Unfortunately, USM can have a rather undesirable side effect. Depending on the resolution of the image and the degree (if any) of JPEG compression, USM can introduce significant amounts of surface noise to the image. One of the most powerful techniques to overcome this is to combine high-pass filtering with layer masking (Figure 1). This is a relatively simple, yet very powerful and sophisticated, technique for dramatically improving edge definition without introducing additional noise into the image. While the Smart Sharpening available in Photoshop CS2 and CS3 has a similar purpose, the High Pass filter approach offers more control.
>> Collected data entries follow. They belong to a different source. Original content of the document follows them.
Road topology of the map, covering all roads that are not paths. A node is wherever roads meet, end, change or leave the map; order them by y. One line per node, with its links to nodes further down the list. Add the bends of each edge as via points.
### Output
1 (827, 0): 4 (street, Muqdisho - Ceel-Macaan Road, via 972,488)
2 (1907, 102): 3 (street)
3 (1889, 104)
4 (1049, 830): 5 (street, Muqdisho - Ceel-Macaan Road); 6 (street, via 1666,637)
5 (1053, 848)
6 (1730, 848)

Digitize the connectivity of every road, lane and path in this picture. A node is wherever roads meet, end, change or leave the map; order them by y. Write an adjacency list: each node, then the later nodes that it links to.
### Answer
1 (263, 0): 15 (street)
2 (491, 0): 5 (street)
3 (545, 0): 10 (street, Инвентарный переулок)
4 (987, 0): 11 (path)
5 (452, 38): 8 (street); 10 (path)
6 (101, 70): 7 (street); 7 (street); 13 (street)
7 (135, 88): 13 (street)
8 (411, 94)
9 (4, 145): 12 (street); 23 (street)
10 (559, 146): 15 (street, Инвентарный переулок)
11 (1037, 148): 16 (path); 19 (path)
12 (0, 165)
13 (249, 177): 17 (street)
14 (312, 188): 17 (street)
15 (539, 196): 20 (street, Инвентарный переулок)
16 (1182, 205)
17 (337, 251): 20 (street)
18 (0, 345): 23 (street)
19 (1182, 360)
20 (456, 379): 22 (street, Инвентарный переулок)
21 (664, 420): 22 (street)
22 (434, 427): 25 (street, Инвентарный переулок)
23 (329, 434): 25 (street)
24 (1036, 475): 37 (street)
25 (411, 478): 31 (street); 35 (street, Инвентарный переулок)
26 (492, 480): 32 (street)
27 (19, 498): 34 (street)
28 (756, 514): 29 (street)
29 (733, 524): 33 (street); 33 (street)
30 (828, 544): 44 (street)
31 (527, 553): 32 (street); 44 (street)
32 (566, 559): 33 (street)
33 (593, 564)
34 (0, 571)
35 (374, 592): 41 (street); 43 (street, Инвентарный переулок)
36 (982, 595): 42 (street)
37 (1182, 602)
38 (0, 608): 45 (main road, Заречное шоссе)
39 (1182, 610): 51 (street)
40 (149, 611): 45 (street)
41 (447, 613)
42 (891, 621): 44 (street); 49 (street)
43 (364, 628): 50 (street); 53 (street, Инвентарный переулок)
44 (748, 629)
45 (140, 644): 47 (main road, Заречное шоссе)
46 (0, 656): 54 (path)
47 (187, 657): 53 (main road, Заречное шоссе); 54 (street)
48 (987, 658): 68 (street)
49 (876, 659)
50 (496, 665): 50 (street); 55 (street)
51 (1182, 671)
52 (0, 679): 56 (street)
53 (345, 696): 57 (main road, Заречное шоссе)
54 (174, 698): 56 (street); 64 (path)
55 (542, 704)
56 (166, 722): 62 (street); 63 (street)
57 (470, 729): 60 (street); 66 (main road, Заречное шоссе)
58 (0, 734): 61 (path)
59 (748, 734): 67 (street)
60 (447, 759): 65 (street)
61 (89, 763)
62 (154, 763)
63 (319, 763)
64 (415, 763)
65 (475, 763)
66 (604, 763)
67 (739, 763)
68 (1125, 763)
When used as a layer mask, the sharpening has the added benefit of being nondestructive to the image and is completely editable and reversible in the event your client wants more or less correction.

To use this technique, make a copy of your image layer in Photoshop. You can call it whatever you wish, but I would suggest something like “High- Pass” or another distinct name. The purpose of the High Pass filter is to target the image edges for sharpening, leaving the less detailed portions of the image unaffected.